City government’s subsequent relationship with business leaders in the years after the collapse has been to give developers whatever they want for projects that can be located near downtown, such as the new American Airlines Center; otherwise, it ignores them—and vice versa. The cabal of business leaders that council member Miller had thought ran city hall, Mayor Miller found did not exist. When she tried to raise money for a downtown land-use study, she asked Robert Decherd, the CEO of downtown-based Belo Corp., which owns the Morning News and WFAA-TV, to contribute $25,000 and, as she tells the story, got an earful in response: “Why would I do anything for city hall when I can’t even get my phone calls returned about changing a sign?” Today Decherd is the chairman of Miller’s Inside the Loop 2003 committee, whose members, Miller said, “had to be able to commit their organizations.” In other words, to say yes or no.

Other Miller efforts to reconstitute the business community as a force to get things done (and provide money) have been less successful. The Dallas Chamber of Commerce, she said, is a “gigantic disappointment” with “zero connection to city hall.” Ray Hunt, whose Hyatt Hotel got all sorts of sweeteners from the city, has declined to help underwrite the planning for a Trinity River project that would turn a ribbon of dirty water and a bottomland of weeds and brush into a tollway, lakes, shops, residences, trails, a forest wilderness, and—maybe—the Cowboys’ new stadium and an accompanying entertainment complex.
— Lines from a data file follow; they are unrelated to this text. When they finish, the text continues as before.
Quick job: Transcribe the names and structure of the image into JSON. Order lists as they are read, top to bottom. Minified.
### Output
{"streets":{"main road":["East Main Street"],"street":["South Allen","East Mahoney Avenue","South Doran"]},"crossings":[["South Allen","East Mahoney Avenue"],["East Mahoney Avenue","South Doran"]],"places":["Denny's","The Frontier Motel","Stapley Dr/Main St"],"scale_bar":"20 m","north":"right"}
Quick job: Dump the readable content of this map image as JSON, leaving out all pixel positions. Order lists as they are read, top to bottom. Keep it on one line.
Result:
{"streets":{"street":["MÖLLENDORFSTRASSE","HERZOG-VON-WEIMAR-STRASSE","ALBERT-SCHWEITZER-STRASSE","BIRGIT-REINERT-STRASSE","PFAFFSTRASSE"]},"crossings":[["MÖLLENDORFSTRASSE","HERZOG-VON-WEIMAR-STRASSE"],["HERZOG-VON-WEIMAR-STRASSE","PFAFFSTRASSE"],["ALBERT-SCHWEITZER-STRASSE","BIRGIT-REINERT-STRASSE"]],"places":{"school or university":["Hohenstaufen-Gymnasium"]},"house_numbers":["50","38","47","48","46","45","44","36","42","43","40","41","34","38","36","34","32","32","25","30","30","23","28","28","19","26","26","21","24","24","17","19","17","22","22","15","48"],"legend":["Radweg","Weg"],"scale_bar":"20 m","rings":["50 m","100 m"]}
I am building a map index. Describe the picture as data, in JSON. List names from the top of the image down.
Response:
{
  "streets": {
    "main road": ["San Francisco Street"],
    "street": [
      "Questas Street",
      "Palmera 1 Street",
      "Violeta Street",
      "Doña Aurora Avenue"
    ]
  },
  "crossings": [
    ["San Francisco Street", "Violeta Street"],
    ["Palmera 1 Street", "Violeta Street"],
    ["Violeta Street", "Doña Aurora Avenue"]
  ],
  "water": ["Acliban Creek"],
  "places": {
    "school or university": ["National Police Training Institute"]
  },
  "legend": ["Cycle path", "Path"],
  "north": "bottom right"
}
The lesson of this story is that Dallas faces the same issue today that it faced when the railroads were being built and when the yes or no men were being organized: As Warren Leslie put it, “There really isn’t any reason for Dallas.” The statement, coined to explain the city’s strength, has become its weakness. In contemporary lingo, “Dallas has no sizzle.” That’s what Miller was told when she went to Washington, D.C., to woo national conventions to the city. Perhaps the river development can be to the Dallas of tomorrow what J.R. and America’s Team were to the Dallas of yesterday. In the meantime, the city’s future rests with a mayor whose first exposure to Dallas sizzle was wearing wool in September.